Wednesday, July 04, 2012

W2K8 / E2K7 Cluster Comms issue

A few weeks ago, someone called me and asked me to help out with an E2K7 CCR cluster running on W2K8.   Regardless of what they tried, the cluster would not achieve quorum.  It had been working up until a few weeks prior and no one had noticed.  The Failover Cluster Administrator suggested that the file share witness could not be contacted. 

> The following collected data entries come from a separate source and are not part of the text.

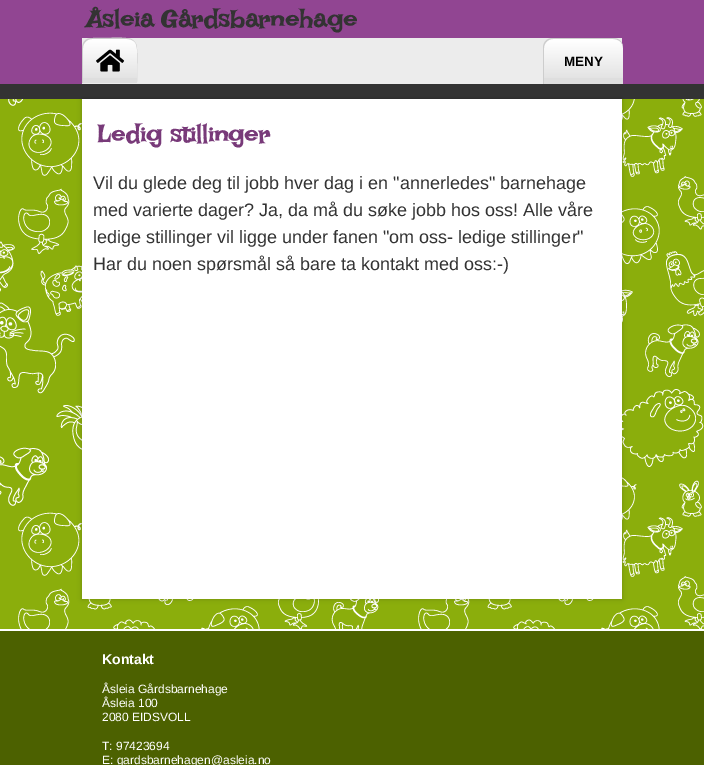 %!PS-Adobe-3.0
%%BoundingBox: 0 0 704 765
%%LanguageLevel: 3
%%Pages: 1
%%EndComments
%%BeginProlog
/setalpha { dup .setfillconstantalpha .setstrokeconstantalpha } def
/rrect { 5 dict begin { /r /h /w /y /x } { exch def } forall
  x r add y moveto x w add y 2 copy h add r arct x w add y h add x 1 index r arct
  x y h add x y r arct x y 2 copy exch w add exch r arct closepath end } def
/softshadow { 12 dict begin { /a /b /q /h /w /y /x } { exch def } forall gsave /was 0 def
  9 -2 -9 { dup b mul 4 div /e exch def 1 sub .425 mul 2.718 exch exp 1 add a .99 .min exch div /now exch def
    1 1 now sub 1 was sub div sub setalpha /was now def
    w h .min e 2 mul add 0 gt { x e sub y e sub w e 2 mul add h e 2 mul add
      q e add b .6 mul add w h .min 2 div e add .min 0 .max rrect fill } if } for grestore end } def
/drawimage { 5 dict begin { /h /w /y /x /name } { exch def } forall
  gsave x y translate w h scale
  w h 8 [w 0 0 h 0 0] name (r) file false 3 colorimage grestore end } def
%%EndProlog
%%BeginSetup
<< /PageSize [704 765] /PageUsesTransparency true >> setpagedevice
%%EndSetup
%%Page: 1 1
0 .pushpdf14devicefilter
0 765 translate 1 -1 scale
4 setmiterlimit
1 setgray
0 0 704 765 rectfill
(images/1.raw) 0 99 704 530 drawimage
0.569 0.271 0.573 setrgbcolor
0 0 704 84 rectfill
0.2 setgray
0 84 704 15 rectfill
0.925 setgray
82 38 540 46 rectfill
0.871 setgray
newpath 92 38 moveto 127 38 lineto 132.5 38 137 42.5 137 48 curveto 137 83 lineto 82 83 lineto 82 48 lineto 82 42.5 86.5 38 92 38 curveto closepath fill
(images/2.raw) 82 39 55 39 drawimage
0.804 setgray
newpath 92 38 moveto 144 38 137 31 137 83 curveto 82 83 lineto 82 48 lineto 82 42 86 38 92 38 curveto closepath 92 39 moveto 127 39 lineto 133 39 137 43 137 48 curveto 137 83 lineto 83 83 lineto 83 48 lineto 83 43 87 39 92 39 curveto closepath eofill
(images/3.raw) 96 49 29 23 drawimage
0.871 setgray
newpath 553 38 moveto 613 38 lineto 618.5 38 623 42.5 623 48 curveto 623 84 lineto 543 84 lineto 543 48 lineto 543 42.5 547.5 38 553 38 curveto closepath fill
(images/4.raw) 543 39 80 39 drawimage
0.804 setgray
newpath 553 38 moveto 613 38 lineto 619 38 623 42 623 48 curveto 623 84 lineto 543 84 lineto 543 48 lineto 543 42 547 38 553 38 curveto closepath 553 39 moveto 613 39 lineto 619 39 623 43 623 48 curveto 623 84 lineto 544 84 lineto 544 48 lineto 544 43 548 39 553 39 curveto closepath eofill
0 setgray
82 99 540 500 0 2.5 0.2 softshadow
1 setgray
82 99 540 500 rectfill
0.298 0.38 0 setrgbcolor
0 631 704 134 rectfill
/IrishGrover-Bold [25.25 0 0 -25.25 0 0] selectfont
0.2 setgray
86 28 moveto (Åsleia Gårdsbarnehage) show
/LiberationSans-Bold [13.5 0 0 -13.5 0 0] selectfont
0 setgray
564 66 moveto (MENY) show
/IrishGrover-Bold [25.25 0 0 -25.25 0 0] selectfont
0.471 0.227 0.475 setrgbcolor
97 143 moveto (Ledig stillinger) show
/LiberationSans-Regular [18 0 0 -18 0 0] selectfont
0.2 setgray
93 189 moveto (Vil du glede deg til jobb hver dag i en "annerledes" barnehage) show
93 216 moveto (med varierte dager? Ja, da må du søke jobb hos oss! Alle våre) show
93 243 moveto (ledige stillinger vil ligge under fanen "om oss- ledige stillinger") show
93 270 moveto (Har du noen spørsmål så bare ta kontakt med oss:-\)) show
/LiberationSans-Bold [14 0 0 -14 0 0] selectfont
1 setgray
102 664 moveto (Kontakt) show
/LiberationSans-Regular [12 0 0 -12 0 0] selectfont
102 693 moveto (Åsleia Gårdsbarnehage) show
102 707 moveto (Åsleia 100) show
102 721 moveto (2080 EIDSVOLL) show
102 750 moveto (T: 97423694) show
102 764 moveto (E: gardsbarnehagen@asleia.no) show
.poppdf14devicefilter showpage
%%EOF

However, the CIFS shares on the FSW were accessible and it was ping-able.  The Cluster.log had some interesting errors in it, but the cause was not immediately obvious.  Here are some of the errors that were occuring when the cluster was trying to achieve quorum:

Network Name <Cluster Name>: Unable to Logon. winError 1326
Error 1326 from ResourceControl for resource Cluster Name.
ResourceControl(NETNAME_GET_VIRTUAL_SERVER_TOKEN) to Cluster Name returned 1326.
File Share Witness <File Share Witness (\\FSWSERVER\CLU-01-MNS)>: Failed to get virtual server token from core NetName resource, error 1326.
File Share Witness <File Share Witness (\\FSWSERVER\CLU-01-MNS)>: Failed to retrieve the virtual server token from the core netname resource with 1326. 
RhsCall::Perform_NativeEH: ERROR_LOGON_FAILURE(1326)' because of 'Resource File Share Witness (\\FSWSERVER\CLU-01-MNS): Open call failed.
rcm::RcmAgent::Online: ERROR_LOGON_FAILURE(1326)' because of 'There is a problem with the resource DLL.'
ERROR_LOGON_FAILURE(1326)' because of 'Failed to bring quorum resource e86bd5ca-7bab-4d1c-b9ac-94ef54acdb03 online, status 1326
Signaled NetftRemoteUnreachable  event, local address 10.1.5.210:003853 remote address  
Signaled NetftRemoteUnreachable  event, local address 10.1.5.210:003853 remote address 10.1.5.206:003853
Signaled NetftRemoteUnreachable  event, local address 10.1.5.210:003853 remote address 10.1.5.206:003853

  Frankly, it looked like that problem was with the FSW until the logs suggested that it was the *other* node of the cluster that was not reachable (the IP 10.1.5.206) via port 3853.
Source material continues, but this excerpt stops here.